Tests, with Mazer Rackham himself as the opponent? Yeah, that wasn't a test, it was a set up for the real battles we'd be fighting. And it didn't sound as casual as Ender was making it seem. Because to me, it sounded like we were running out of time.
I had no doubts of Mazer's ability, but fighting humans who thought only like humans wasn't going to get us very far.

I waited for Bean outside of his sim room, and he looked just as troubled by everything as I felt.
"I would ask if we could go somewhere to talk, but there's really no place to go here, is there?" Bean shrugged, before motioning me to follow him. I fell into step with him and we walked aimlessly through the corridors.

"Do you buy any of this?" Bean shook him head, but still offered me no answers.

Then came the first of these "tests" —and it was embarrassing how juvenile the strategy was. A big globe formation, surrounding a single ship. In this battle it became clear that Ender knew things that he wasn't telling us.

For one thing, he told us all to ignore the ship in the center of the globe. It was a decoy. But how could Ender know that? Because he knew that the Buggers would *show* a single ship like that, and it was a lie. Which means that the Buggers expect us to go for that one ship.

Except, of course, that this was not really the Buggers, this was Mazer Rackham. So why would Rackham expect the Buggers to expect humans to strike for a single ship?

God this was already hurting my head.

The second thing that Ender knew and we didn't was the use of a weapon that hadn't been in any of their simulations till this first test.

"What is it then?" Vlad asked softly.
"Dr. Device," was all Ender would say about it —until he ordered Alai to use it where the enemy fleet was most concentrated.

I couldn't believe what I was seeing. It  set off a chain reaction that leapt from ship to ship, until all but the most outlying Formic ships were destroyed. And it was an easy matter to mop up those stragglers (which I wasn't trusted to do of course). The playing field was clear when we were all finished. Game over.

"Why was their strategy so stupid?" asked Bean.
"That's what I was wondering," Ender answered. "But we didn't lose a ship, so that's OK."

Later, Ender told them what Mazer said —they were simulating a whole invasion sequence, and so he was taking the simulated enemy through a learning curve.
"Next time they'll have learned. It won't be so easy."
"An invasion sequence? Is there more than one Bugger world?" I asked alarmed. Ender was quiet. I heard him take a breath, maybe to answer me or reprimand me, but Bean beat him to it.

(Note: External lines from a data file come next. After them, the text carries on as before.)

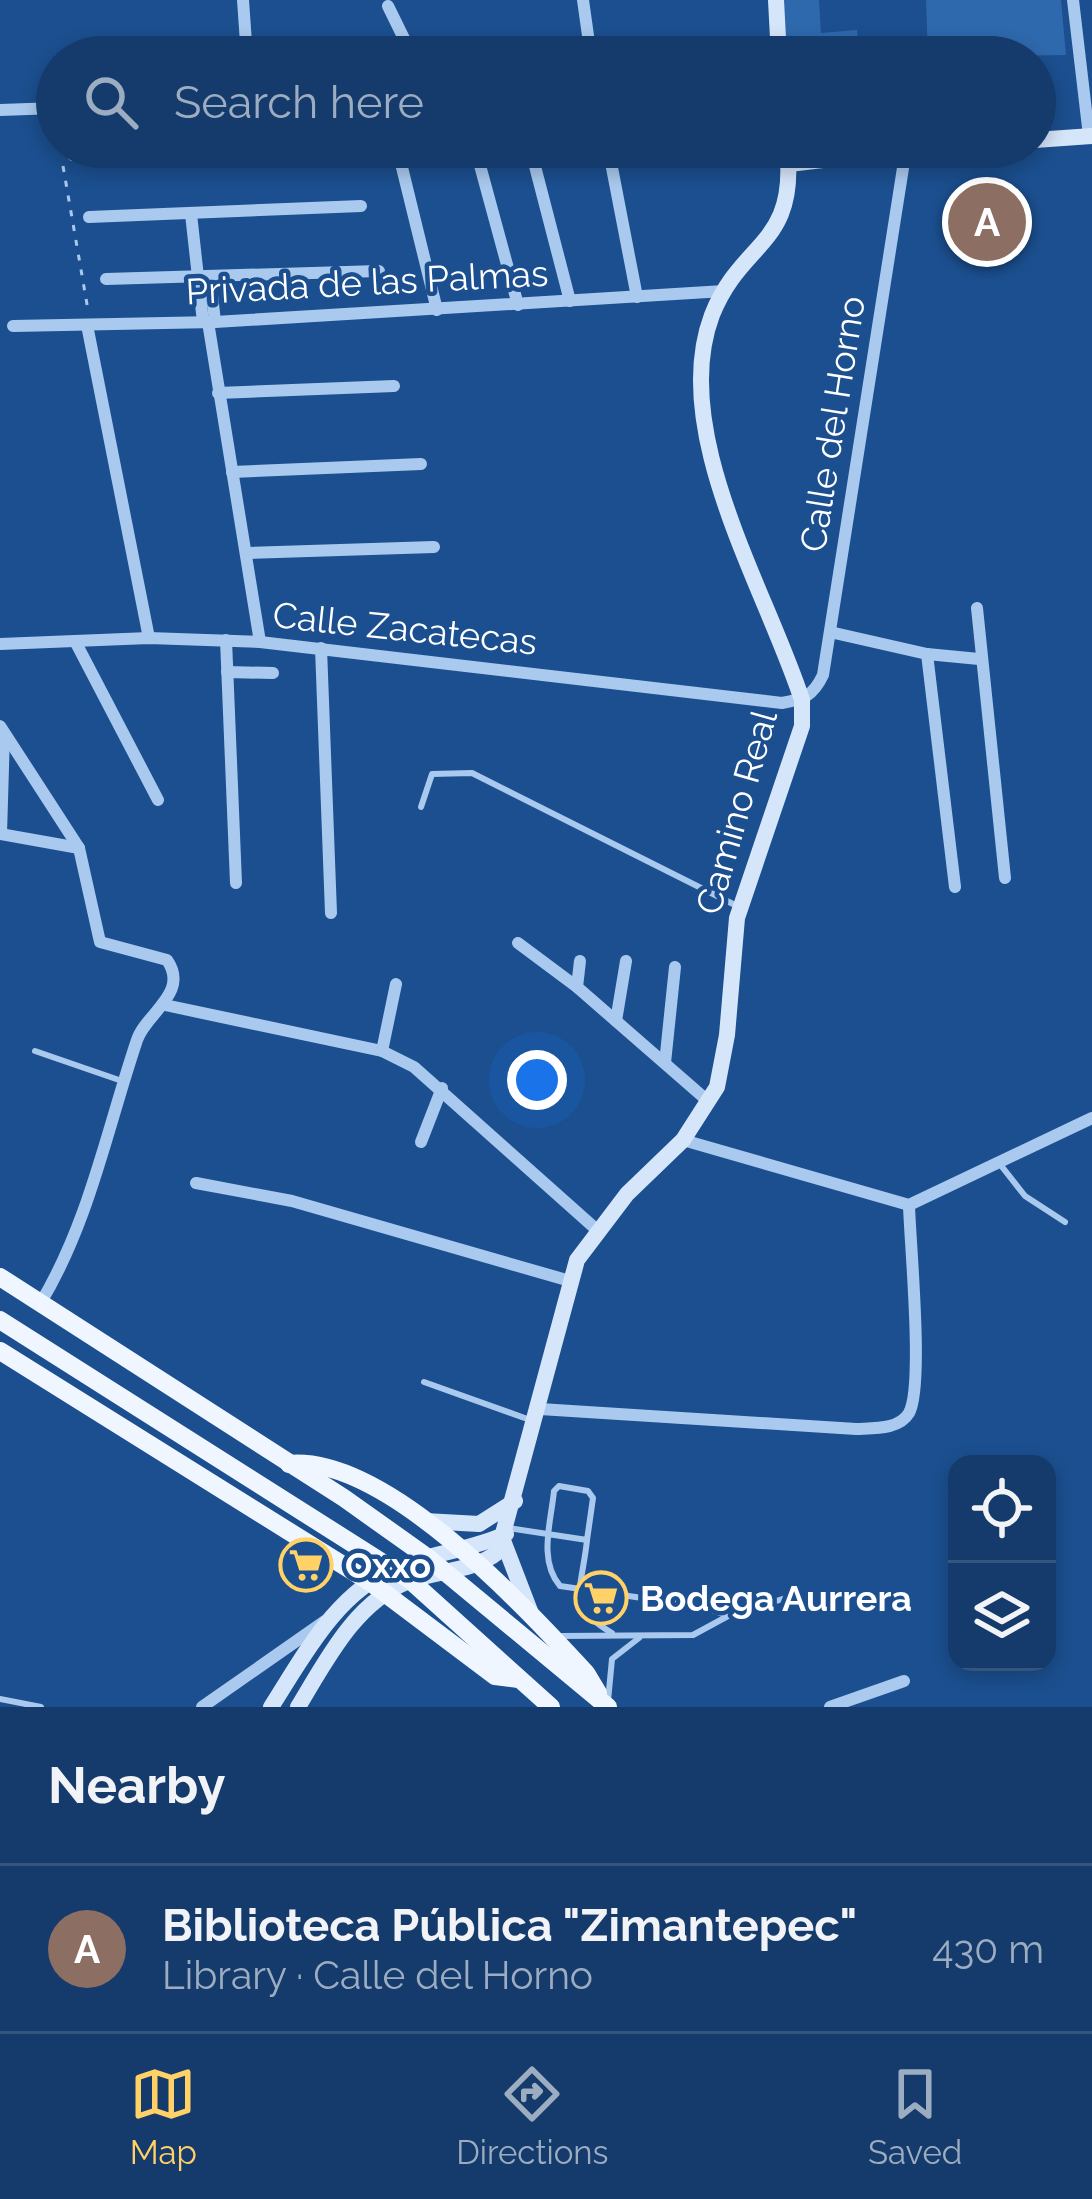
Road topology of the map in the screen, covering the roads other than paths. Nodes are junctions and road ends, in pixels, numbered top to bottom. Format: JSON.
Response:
{"nodes":[{"id":1,"x":244,"y":0,"type":"edge"},
{"id":2,"x":583,"y":0,"type":"edge"},
{"id":3,"x":776,"y":0,"type":"edge"},
{"id":4,"x":1073,"y":0,"type":"edge"},
{"id":5,"x":388,"y":6,"type":"dead end"},
{"id":6,"x":246,"y":36,"type":"edge"},
{"id":7,"x":403,"y":36,"type":"edge"},
{"id":8,"x":588,"y":36,"type":"edge"},
{"id":9,"x":777,"y":36,"type":"edge"},
{"id":10,"x":36,"y":109,"type":"edge"},
{"id":11,"x":0,"y":110,"type":"edge"},
{"id":12,"x":1090,"y":136,"type":"edge"},
{"id":13,"x":1056,"y":138,"type":"edge"},
{"id":14,"x":402,"y":168,"type":"edge"},
{"id":15,"x":481,"y":168,"type":"edge"},
{"id":16,"x":535,"y":168,"type":"edge"},
{"id":17,"x":612,"y":168,"type":"edge"},
{"id":18,"x":788,"y":168,"type":"edge"},
{"id":19,"x":903,"y":168,"type":"edge"},
{"id":20,"x":362,"y":206,"type":"dead end"},
{"id":21,"x":190,"y":214,"type":"junction"},
{"id":22,"x":89,"y":217,"type":"dead end"},
{"id":23,"x":379,"y":271,"type":"dead end"},
{"id":24,"x":204,"y":277,"type":"junction"},
{"id":25,"x":106,"y":279,"type":"dead end"},
{"id":26,"x":724,"y":291,"type":"junction"},
{"id":27,"x":637,"y":297,"type":"junction"},
{"id":28,"x":570,"y":301,"type":"junction"},
{"id":29,"x":518,"y":304,"type":"junction"},
{"id":30,"x":437,"y":310,"type":"junction"},
{"id":31,"x":208,"y":322,"type":"junction"},
{"id":32,"x":87,"y":325,"type":"junction"},
{"id":33,"x":13,"y":326,"type":"dead end"},
{"id":34,"x":394,"y":386,"type":"dead end"},
{"id":35,"x":218,"y":393,"type":"junction"},
{"id":36,"x":421,"y":464,"type":"dead end"},
{"id":37,"x":232,"y":472,"type":"junction"},
{"id":38,"x":434,"y":547,"type":"dead end"},
{"id":39,"x":248,"y":553,"type":"junction"},
{"id":40,"x":977,"y":608,"type":"dead end"},
{"id":41,"x":830,"y":632,"type":"junction"},
{"id":42,"x":149,"y":638,"type":"junction"},
{"id":43,"x":226,"y":640,"type":"junction"},
{"id":44,"x":74,"y":641,"type":"junction"},
{"id":45,"x":260,"y":642,"type":"junction"},
{"id":46,"x":0,"y":644,"type":"edge"},
{"id":47,"x":321,"y":648,"type":"junction"},
{"id":48,"x":927,"y":654,"type":"junction"},
{"id":49,"x":979,"y":659,"type":"junction"},
{"id":50,"x":227,"y":672,"type":"junction"},
{"id":51,"x":273,"y":674,"type":"dead end"},
{"id":52,"x":802,"y":700,"type":"junction"},
{"id":53,"x":2,"y":729,"type":"edge"},
{"id":54,"x":158,"y":800,"type":"dead end"},
{"id":55,"x":421,"y":807,"type":"dead end"},
{"id":56,"x":0,"y":834,"type":"edge"},
{"id":57,"x":79,"y":848,"type":"junction"},
{"id":58,"x":1005,"y":878,"type":"dead end"},
{"id":59,"x":236,"y":884,"type":"dead end"},
{"id":60,"x":955,"y":887,"type":"dead end"},
{"id":61,"x":740,"y":908,"type":"junction"},
{"id":62,"x":331,"y":913,"type":"dead end"},
{"id":63,"x":518,"y":943,"type":"dead end"},
{"id":64,"x":580,"y":961,"type":"dead end"},
{"id":65,"x":626,"y":961,"type":"dead end"},
{"id":66,"x":675,"y":967,"type":"dead end"},
{"id":67,"x":396,"y":984,"type":"dead end"},
{"id":68,"x":577,"y":987,"type":"junction"},
{"id":69,"x":165,"y":1005,"type":"junction"},
{"id":70,"x":616,"y":1021,"type":"junction"},
{"id":71,"x":35,"y":1051,"type":"dead end"},
{"id":72,"x":382,"y":1051,"type":"junction"},
{"id":73,"x":665,"y":1063,"type":"junction"},
{"id":74,"x":126,"y":1083,"type":"junction"},
{"id":75,"x":442,"y":1088,"type":"junction"},
{"id":76,"x":709,"y":1102,"type":"junction"},
{"id":77,"x":1092,"y":1118,"type":"edge"},
{"id":78,"x":683,"y":1140,"type":"junction"},
{"id":79,"x":421,"y":1142,"type":"dead end"},
{"id":80,"x":999,"y":1163,"type":"junction"},
{"id":81,"x":196,"y":1183,"type":"dead end"},
{"id":82,"x":909,"y":1205,"type":"junction"},
{"id":83,"x":1066,"y":1222,"type":"dead end"},
{"id":84,"x":597,"y":1231,"type":"junction"},
{"id":85,"x":0,"y":1277,"type":"edge"},
{"id":86,"x":570,"y":1281,"type":"junction"},
{"id":87,"x":40,"y":1304,"type":"junction"},
{"id":88,"x":0,"y":1320,"type":"edge"},
{"id":89,"x":0,"y":1351,"type":"edge"},
{"id":90,"x":424,"y":1382,"type":"dead end"},
{"id":91,"x":538,"y":1415,"type":"junction"},
{"id":92,"x":289,"y":1464,"type":"junction"},
{"id":93,"x":515,"y":1500,"type":"junction"},
{"id":94,"x":425,"y":1521,"type":"junction"},
{"id":95,"x":506,"y":1535,"type":"junction"},
{"id":96,"x":550,"y":1538,"type":"junction"},
{"id":97,"x":586,"y":1540,"type":"junction"},
{"id":98,"x":462,"y":1549,"type":"junction"},
{"id":99,"x":427,"y":1557,"type":"junction"},
{"id":100,"x":479,"y":1564,"type":"junction"},
{"id":101,"x":393,"y":1569,"type":"junction"},
{"id":102,"x":446,"y":1572,"type":"junction"},
{"id":103,"x":410,"y":1580,"type":"junction"},
{"id":104,"x":378,"y":1587,"type":"junction"},
{"id":105,"x":582,"y":1591,"type":"junction"},
{"id":106,"x":789,"y":1597,"type":"dead end"},
{"id":107,"x":728,"y":1616,"type":"junction"},
{"id":108,"x":532,"y":1617,"type":"junction"},
{"id":109,"x":326,"y":1621,"type":"junction"},
{"id":110,"x":615,"y":1635,"type":"junction"},
{"id":111,"x":642,"y":1636,"type":"junction"},
{"id":112,"x":552,"y":1637,"type":"junction"},
{"id":113,"x":519,"y":1679,"type":"junction"},
{"id":114,"x":904,"y":1681,"type":"dead end"},
{"id":115,"x":0,"y":1699,"type":"edge"},
{"id":116,"x":541,"y":1703,"type":"edge"},
{"id":117,"x":606,"y":1705,"type":"edge"},
{"id":118,"x":41,"y":1707,"type":"edge"},
{"id":119,"x":202,"y":1707,"type":"edge"},
{"id":120,"x":271,"y":1707,"type":"edge"},
{"id":121,"x":298,"y":1707,"type":"edge"},
{"id":122,"x":830,"y":1707,"type":"edge"}],
"edges":[{"from":1,"to":6,"type":"street"},
{"from":2,"to":8,"type":"street"},
{"from":3,"to":9,"type":"main road"},
{"from":4,"to":12,"type":"street"},
{"from":5,"to":7,"type":"street"},
{"from":10,"to":11,"type":"street"},
{"from":12,"to":13,"type":"main road"},
{"from":14,"to":30,"type":"street"},
{"from":15,"to":29,"type":"street"},
{"from":16,"to":28,"type":"street"},
{"from":17,"to":27,"type":"street"},
{"from":18,"to":26,"type":"main road","name":"Camino Real"},
{"from":19,"to":41,"type":"street","name":"Calle del Horno"},
{"from":20,"to":21,"type":"street"},
{"from":21,"to":22,"type":"street"},
{"from":21,"to":24,"type":"street"},
{"from":23,"to":24,"type":"street"},
{"from":24,"to":25,"type":"street"},
{"from":24,"to":31,"type":"street"},
{"from":26,"to":27,"type":"street","name":"Privada de las Palmas"},
{"from":26,"to":52,"type":"main road","name":"Camino Real"},
{"from":27,"to":28,"type":"street","name":"Privada de las Palmas"},
{"from":28,"to":29,"type":"street","name":"Privada de las Palmas"},
{"from":29,"to":30,"type":"street","name":"Privada de las Palmas"},
{"from":30,"to":31,"type":"street","name":"Privada de las Palmas"},
{"from":31,"to":32,"type":"street","name":"Privada de las Palmas"},
{"from":31,"to":35,"type":"street"},
{"from":32,"to":33,"type":"street","name":"Privada de las Palmas"},
{"from":32,"to":42,"type":"street"},
{"from":34,"to":35,"type":"street"},
{"from":35,"to":37,"type":"street"},
{"from":36,"to":37,"type":"street"},
{"from":37,"to":39,"type":"street"},
{"from":38,"to":39,"type":"street"},
{"from":39,"to":45,"type":"street"},
{"from":40,"to":49,"type":"street"},
{"from":41,"to":48,"type":"street"},
{"from":41,"to":52,"type":"street","name":"Calle del Horno"},
{"from":42,"to":43,"type":"street","name":"Calle Zacatecas"},
{"from":42,"to":44,"type":"street","name":"Calle Zacatecas"},
{"from":43,"to":45,"type":"street","name":"Calle Zacatecas"},
{"from":43,"to":50,"type":"street"},
{"from":44,"to":46,"type":"street","name":"Calle Zacatecas"},
{"from":44,"to":54,"type":"street"},
{"from":45,"to":47,"type":"street","name":"Calle Zacatecas"},
{"from":47,"to":52,"type":"street","name":"Calle Zacatecas"},
{"from":47,"to":62,"type":"street"},
{"from":48,"to":49,"type":"street"},
{"from":48,"to":60,"type":"street"},
{"from":49,"to":58,"type":"street"},
{"from":50,"to":51,"type":"street"},
{"from":50,"to":59,"type":"street"},
{"from":52,"to":61,"type":"main road","name":"Camino Real"},
{"from":53,"to":56,"type":"street"},
{"from":53,"to":57,"type":"street"},
{"from":55,"to":61,"type":"lane"},
{"from":56,"to":57,"type":"street"},
{"from":57,"to":69,"type":"street"},
{"from":61,"to":76,"type":"main road","name":"Camino Real"},
{"from":63,"to":68,"type":"street"},
{"from":64,"to":68,"type":"street"},
{"from":65,"to":70,"type":"street"},
{"from":66,"to":73,"type":"street"},
{"from":67,"to":72,"type":"street"},
{"from":68,"to":70,"type":"street"},
{"from":69,"to":72,"type":"street"},
{"from":69,"to":74,"type":"street"},
{"from":70,"to":73,"type":"street"},
{"from":71,"to":74,"type":"lane"},
{"from":72,"to":75,"type":"street"},
{"from":73,"to":76,"type":"street"},
{"from":74,"to":87,"type":"street"},
{"from":75,"to":79,"type":"street"},
{"from":75,"to":84,"type":"street"},
{"from":76,"to":78,"type":"main road","name":"Camino Real"},
{"from":77,"to":80,"type":"street"},
{"from":78,"to":82,"type":"street"},
{"from":78,"to":84,"type":"main road","name":"Camino Real"},
{"from":80,"to":82,"type":"street"},
{"from":80,"to":83,"type":"lane"},
{"from":81,"to":86,"type":"street"},
{"from":82,"to":91,"type":"street"},
{"from":84,"to":86,"type":"main road","name":"Camino Real"},
{"from":85,"to":87,"type":"main road"},
{"from":86,"to":91,"type":"main road","name":"Camino Real"},
{"from":87,"to":92,"type":"main road"},
{"from":88,"to":101,"type":"main road"},
{"from":89,"to":104,"type":"main road"},
{"from":90,"to":91,"type":"lane"},
{"from":91,"to":93,"type":"main road","name":"Camino Real"},
{"from":92,"to":94,"type":"main road"},
{"from":92,"to":99,"type":"main road"},
{"from":93,"to":94,"type":"main road"},
{"from":93,"to":95,"type":"main road","name":"Camino Real"},
{"from":94,"to":98,"type":"main road"},
{"from":95,"to":96,"type":"lane"},
{"from":95,"to":98,"type":"main road"},
{"from":95,"to":100,"type":"main road"},
{"from":95,"to":108,"type":"main road"},
{"from":96,"to":97,"type":"lane"},
{"from":96,"to":97,"type":"lane"},
{"from":96,"to":105,"type":"lane"},
{"from":97,"to":105,"type":"lane"},
{"from":98,"to":99,"type":"main road"},
{"from":98,"to":100,"type":"main road"},
{"from":99,"to":101,"type":"main road"},
{"from":99,"to":102,"type":"main road"},
{"from":100,"to":102,"type":"main road"},
{"from":100,"to":108,"type":"main road"},
{"from":101,"to":103,"type":"main road"},
{"from":101,"to":104,"type":"main road"},
{"from":102,"to":103,"type":"main road"},
{"from":102,"to":117,"type":"main road"},
{"from":103,"to":104,"type":"main road"},
{"from":103,"to":113,"type":"main road"},
{"from":104,"to":109,"type":"main road"},
{"from":104,"to":113,"type":"main road"},
{"from":104,"to":121,"type":"main road"},
{"from":105,"to":107,"type":"lane"},
{"from":105,"to":110,"type":"lane"},
{"from":106,"to":107,"type":"lane"},
{"from":107,"to":111,"type":"lane"},
{"from":108,"to":112,"type":"main road"},
{"from":109,"to":119,"type":"street"},
{"from":109,"to":120,"type":"main road"},
{"from":110,"to":111,"type":"lane"},
{"from":110,"to":112,"type":"lane"},
{"from":111,"to":117,"type":"lane"},
{"from":112,"to":117,"type":"main road"},
{"from":113,"to":116,"type":"main road"},
{"from":114,"to":122,"type":"street"},
{"from":115,"to":118,"type":"lane"}]}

"I suppose that's logical. I mean, they didn't carve up Earth just for fun, right?"
"They meant to colonize Earth." Hot Soup surmised. I wanted to ask if he'd seen the area in China that the Formics had attacked.
"If we're going World to world, that could be never ending." We'll never go home, went unsaid. Did we even have a home to go to? Not if we failed. This didn't feel like a game any more.

"You know your jobs. The next battle will start in a few days." Ended abruptly cut off his contact and left the rest of us. I practically growled over my mic at his obvious dismissal of us all.

"Meet in the common room in 20." I yanked off my head set and threw it at on of the tech hands nearby. I needed to fix this, I needed to fix all of us. We weren't going to last like this. I turned towards the adults who always supervised me.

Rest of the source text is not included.